O governo federal ampliou nesta quarta-feira (9) as medidas para conter o impacto da alta internacional do petróleo sobre os preços dos combustíveis no Brasil. As novas ações reduzem em R$ 0,63 por litro os tributos sobre a gasolina e estabelecem uma subvenção inicial de R$ 1 por litro para o diesel.
As medidas foram anunciadas por meio de decreto e medida provisória assinados pelo governo. Para a gasolina, a redução de PIS/Pasep e Cofins será aplicada entre 10 de setembro e 5 de outubro. No caso do etanol hidratado, as alíquotas desses tributos serão zeradas, representando uma redução de R$ 0,19 por litro.
Para o diesel de uso rodoviário, a União poderá conceder subvenção econômica a produtores e importadores enquanto persistir a instabilidade na oferta de combustíveis relacionada aos conflitos geopolíticos. O valor inicial será de R$ 1 por litro e poderá ser alterado pelo Ministério da Fazenda conforme as condições do mercado e a disponibilidade de recursos.

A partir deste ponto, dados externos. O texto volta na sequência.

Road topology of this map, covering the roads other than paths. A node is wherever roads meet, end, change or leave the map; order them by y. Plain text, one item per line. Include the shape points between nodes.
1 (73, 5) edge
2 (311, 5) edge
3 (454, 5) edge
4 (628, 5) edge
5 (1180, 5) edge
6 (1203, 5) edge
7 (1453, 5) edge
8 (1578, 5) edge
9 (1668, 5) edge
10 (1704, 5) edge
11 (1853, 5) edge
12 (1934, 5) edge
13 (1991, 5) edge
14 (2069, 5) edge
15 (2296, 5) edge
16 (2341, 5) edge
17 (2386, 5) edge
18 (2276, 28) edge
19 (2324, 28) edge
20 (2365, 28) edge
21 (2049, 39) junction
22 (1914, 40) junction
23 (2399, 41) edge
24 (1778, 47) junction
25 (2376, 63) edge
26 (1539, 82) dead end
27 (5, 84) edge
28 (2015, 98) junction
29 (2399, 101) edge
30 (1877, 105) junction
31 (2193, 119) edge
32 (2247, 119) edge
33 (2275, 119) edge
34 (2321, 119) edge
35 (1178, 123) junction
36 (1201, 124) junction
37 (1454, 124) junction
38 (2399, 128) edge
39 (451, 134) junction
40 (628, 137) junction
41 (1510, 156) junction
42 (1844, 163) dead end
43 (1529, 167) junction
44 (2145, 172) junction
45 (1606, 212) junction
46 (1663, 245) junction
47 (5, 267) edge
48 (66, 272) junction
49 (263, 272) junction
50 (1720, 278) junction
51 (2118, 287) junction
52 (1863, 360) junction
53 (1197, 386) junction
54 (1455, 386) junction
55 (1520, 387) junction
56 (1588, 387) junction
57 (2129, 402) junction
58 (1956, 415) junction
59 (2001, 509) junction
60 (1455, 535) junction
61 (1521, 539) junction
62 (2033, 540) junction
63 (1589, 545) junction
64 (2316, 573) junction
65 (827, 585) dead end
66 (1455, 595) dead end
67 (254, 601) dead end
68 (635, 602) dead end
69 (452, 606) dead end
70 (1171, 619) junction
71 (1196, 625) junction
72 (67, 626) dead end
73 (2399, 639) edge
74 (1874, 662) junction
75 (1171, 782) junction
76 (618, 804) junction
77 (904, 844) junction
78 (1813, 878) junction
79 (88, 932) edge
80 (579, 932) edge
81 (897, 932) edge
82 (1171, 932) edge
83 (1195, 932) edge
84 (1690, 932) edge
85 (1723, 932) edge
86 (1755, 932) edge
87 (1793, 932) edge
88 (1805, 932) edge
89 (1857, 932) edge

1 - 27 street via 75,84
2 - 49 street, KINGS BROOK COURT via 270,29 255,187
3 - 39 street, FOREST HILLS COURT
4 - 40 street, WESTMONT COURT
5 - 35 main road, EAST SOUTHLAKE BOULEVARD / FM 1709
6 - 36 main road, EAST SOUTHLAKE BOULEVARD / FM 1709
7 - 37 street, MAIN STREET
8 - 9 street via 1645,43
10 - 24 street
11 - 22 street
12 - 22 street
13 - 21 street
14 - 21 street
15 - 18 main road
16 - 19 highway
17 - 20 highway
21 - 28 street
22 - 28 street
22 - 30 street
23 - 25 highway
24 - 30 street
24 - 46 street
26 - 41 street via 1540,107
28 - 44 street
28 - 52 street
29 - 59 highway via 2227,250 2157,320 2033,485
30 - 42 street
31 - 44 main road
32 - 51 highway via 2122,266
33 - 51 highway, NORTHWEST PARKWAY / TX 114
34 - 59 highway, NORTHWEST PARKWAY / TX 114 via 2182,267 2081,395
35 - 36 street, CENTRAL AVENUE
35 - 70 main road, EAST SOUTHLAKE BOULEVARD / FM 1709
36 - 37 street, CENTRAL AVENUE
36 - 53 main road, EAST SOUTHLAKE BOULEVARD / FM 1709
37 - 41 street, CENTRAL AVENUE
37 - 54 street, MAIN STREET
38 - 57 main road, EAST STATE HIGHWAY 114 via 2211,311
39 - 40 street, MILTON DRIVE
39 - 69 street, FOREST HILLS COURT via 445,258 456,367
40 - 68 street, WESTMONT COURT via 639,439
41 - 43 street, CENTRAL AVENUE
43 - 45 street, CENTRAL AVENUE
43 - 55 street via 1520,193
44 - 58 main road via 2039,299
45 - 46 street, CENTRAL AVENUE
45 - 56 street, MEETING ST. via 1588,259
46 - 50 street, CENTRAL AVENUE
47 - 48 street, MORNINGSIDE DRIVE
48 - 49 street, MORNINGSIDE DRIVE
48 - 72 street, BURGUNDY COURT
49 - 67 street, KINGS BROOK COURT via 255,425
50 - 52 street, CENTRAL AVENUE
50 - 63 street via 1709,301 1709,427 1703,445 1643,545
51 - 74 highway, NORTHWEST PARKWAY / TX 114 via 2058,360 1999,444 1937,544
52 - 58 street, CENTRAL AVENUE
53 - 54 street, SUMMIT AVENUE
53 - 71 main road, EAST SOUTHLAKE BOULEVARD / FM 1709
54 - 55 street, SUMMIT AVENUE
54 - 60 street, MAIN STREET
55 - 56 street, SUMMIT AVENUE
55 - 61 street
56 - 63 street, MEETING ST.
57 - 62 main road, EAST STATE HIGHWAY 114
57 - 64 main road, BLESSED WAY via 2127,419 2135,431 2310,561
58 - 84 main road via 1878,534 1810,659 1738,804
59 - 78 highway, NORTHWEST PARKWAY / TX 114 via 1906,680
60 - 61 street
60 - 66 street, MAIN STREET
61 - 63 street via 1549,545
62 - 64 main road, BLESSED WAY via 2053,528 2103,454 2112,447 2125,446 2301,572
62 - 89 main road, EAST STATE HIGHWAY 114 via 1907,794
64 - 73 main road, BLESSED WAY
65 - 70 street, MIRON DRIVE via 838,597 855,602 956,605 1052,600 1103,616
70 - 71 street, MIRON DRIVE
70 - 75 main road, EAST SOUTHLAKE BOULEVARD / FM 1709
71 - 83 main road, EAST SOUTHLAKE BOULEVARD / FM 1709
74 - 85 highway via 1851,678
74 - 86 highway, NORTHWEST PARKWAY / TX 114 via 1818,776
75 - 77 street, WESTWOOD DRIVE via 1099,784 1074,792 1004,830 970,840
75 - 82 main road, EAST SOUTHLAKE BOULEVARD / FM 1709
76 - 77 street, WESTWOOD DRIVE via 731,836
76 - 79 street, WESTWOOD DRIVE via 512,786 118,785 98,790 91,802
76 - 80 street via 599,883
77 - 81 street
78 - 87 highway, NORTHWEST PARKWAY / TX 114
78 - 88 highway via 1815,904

A Agência Nacional do Petróleo, Gás Natural e Biocombustíveis (ANP) será responsável por habilitar os participantes, acompanhar os preços e realizar os pagamentos da subvenção. Segundo o governo, mais de 25% do diesel consumido no país é importado, aumentando a exposição do mercado brasileiro às oscilações internacionais.
Para financiar as medidas, o governo também abriu um crédito extraordinário de R$ 6,6 bilhões. Desse total, R$ 5,607 bilhões serão destinados à subvenção da produção e importação de diesel de uso rodoviário, enquanto R$ 998 milhões serão destinados à subvenção de combustíveis derivados de petróleo. As medidas têm caráter temporário e poderão ser ajustadas conforme a evolução dos preços internacionais e das condições de oferta.